Ein dumpfer Schlag. Eine Sojus-Kapsel ist beim Andocken mit der Raumstation ISS kollidiert. Modul verfehlt. „Puh“, sagt Timo Bernhard und starrt auf den Joystick in seiner Hand, „das ist kompliziert.“ Game over. Der Crash ist dem Saarländer glücklicherweise am Simulator unterlaufen; nichts an der Kapsel oder der ISS hat einen Kratzer. „Da muss man ruhiger und bedachter mit der Steuerung umgehen als im Auto“, sagt der zweimalige Le Mans-Sieger, der sich auskennt mit Simulatoren, der das Lenkrad seines Porsche 919 mit 24 Knöpfen und sechs Wippen im Schlaf bedienen kann. Der den Renner mit mehr als 300 km/h traumwandlerisch sicher über die Strecke chauffiert – der aber scheitert, wenn er eine Sojus im Schildkrötentempo von 15 Zentimetern pro Sekunde im All ordentlich parken soll. Das ist keine Schande. „Man benötigt 1000 Versuche, bis man die Prozedur beherrscht“, sagt Matthias Maurer. Er beherrscht sie, er wird nach Alexander Gerst der nächste deutsche Astronaut sein, der zur ISS fliegt; zwischen 2020 und 2022 soll es passieren.
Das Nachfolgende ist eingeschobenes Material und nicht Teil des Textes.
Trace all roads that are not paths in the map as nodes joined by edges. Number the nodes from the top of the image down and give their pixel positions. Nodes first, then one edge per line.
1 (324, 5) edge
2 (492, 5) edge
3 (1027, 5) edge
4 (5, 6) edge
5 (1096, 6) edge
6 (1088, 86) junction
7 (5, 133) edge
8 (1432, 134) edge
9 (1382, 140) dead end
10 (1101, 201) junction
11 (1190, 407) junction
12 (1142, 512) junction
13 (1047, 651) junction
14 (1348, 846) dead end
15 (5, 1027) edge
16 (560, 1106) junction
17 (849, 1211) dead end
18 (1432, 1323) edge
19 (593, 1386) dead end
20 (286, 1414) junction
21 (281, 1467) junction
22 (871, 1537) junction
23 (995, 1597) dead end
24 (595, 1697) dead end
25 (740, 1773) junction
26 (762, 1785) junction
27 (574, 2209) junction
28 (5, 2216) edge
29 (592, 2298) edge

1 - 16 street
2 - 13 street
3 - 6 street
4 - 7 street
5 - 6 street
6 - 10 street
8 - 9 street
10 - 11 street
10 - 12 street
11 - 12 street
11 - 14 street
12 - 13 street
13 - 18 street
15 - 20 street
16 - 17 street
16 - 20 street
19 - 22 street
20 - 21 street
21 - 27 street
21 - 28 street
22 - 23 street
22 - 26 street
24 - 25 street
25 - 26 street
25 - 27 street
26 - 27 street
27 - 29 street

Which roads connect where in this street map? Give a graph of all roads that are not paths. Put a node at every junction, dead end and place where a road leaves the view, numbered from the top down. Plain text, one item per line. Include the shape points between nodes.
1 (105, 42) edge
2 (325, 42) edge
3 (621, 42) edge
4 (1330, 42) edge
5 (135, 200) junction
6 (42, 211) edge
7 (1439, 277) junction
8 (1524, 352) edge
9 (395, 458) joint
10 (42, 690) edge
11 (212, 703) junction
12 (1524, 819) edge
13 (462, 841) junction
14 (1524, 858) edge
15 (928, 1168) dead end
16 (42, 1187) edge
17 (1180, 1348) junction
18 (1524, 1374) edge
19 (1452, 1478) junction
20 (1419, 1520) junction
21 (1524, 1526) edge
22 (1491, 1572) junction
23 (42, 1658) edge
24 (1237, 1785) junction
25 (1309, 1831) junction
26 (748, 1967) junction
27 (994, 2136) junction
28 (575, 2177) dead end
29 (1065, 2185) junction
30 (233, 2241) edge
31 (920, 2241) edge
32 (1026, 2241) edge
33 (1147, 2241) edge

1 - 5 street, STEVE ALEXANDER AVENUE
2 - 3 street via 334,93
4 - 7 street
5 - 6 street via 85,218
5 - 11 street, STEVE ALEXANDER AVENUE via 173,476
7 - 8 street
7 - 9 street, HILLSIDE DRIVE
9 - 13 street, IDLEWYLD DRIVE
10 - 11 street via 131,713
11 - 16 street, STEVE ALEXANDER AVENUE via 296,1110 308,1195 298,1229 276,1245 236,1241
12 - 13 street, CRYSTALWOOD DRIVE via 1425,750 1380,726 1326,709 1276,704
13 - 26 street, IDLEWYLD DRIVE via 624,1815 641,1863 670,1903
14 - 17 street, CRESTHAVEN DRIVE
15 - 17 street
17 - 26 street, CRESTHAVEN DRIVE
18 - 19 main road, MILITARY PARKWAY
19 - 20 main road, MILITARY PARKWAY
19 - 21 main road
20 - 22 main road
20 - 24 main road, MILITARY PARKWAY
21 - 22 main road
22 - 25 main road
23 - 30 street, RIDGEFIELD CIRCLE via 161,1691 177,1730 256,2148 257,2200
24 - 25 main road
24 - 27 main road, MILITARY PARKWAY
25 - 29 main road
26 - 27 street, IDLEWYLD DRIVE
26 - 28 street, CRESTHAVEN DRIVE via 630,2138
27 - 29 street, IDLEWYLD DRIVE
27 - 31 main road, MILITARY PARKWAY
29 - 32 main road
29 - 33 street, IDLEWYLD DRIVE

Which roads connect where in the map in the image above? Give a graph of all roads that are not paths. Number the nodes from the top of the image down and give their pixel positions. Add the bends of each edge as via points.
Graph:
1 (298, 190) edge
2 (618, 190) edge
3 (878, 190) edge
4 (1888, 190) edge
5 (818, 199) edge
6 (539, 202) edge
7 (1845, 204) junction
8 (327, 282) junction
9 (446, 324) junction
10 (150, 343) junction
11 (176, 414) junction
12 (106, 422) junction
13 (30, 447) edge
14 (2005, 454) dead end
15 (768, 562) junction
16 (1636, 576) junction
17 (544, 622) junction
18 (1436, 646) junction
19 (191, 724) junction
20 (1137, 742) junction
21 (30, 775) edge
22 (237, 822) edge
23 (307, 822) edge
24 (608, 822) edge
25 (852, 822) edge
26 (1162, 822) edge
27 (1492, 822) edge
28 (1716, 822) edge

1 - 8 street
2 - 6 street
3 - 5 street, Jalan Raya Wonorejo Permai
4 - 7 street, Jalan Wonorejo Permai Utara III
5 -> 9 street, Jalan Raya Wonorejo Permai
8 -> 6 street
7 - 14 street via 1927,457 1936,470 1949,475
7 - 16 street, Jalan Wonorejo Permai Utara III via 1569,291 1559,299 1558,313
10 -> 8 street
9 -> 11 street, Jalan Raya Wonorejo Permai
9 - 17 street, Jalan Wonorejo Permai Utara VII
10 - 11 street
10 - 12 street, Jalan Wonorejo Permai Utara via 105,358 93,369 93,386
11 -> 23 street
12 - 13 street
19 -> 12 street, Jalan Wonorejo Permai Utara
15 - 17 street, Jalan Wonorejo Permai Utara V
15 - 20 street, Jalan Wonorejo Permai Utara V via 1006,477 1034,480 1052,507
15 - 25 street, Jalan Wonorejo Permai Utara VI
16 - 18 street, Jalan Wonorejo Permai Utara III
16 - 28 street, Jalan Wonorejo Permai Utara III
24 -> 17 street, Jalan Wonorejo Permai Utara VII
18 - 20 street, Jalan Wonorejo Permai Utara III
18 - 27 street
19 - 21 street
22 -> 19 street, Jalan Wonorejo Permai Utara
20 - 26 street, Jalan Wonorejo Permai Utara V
2017 hat Bernhard Maurer den Nürburgring vorgestellt

Köln, Astronautenausbildungszentrum der European Space Agency (Esa); Teil zwei der Geschichte Autorennfahrer trifft Weltraumflieger. Im Sommer 2017 hat Timo Bernhard seinen saarländischen Landsmann zum Nürburgring geladen. Dort hat der Porsche-Werkspilot seine Welt vorgestellt. Hat erklärt, wie man den 919 schnell und schneller durch eine Kurve lenkt, hat erläutert, wo er die Bremsbalance einstellt und warum Nachtfahrten im Regen Mut erfordern. Hat vom Spaß am Speed erzählt, von 368 km/h in Le Mans, von der irren Beschleunigung in vier Sekunden auf 200, von Körperbelastungen von bis zu fünf g, wenn sich der Körper fünfmal schwerer anfühlt.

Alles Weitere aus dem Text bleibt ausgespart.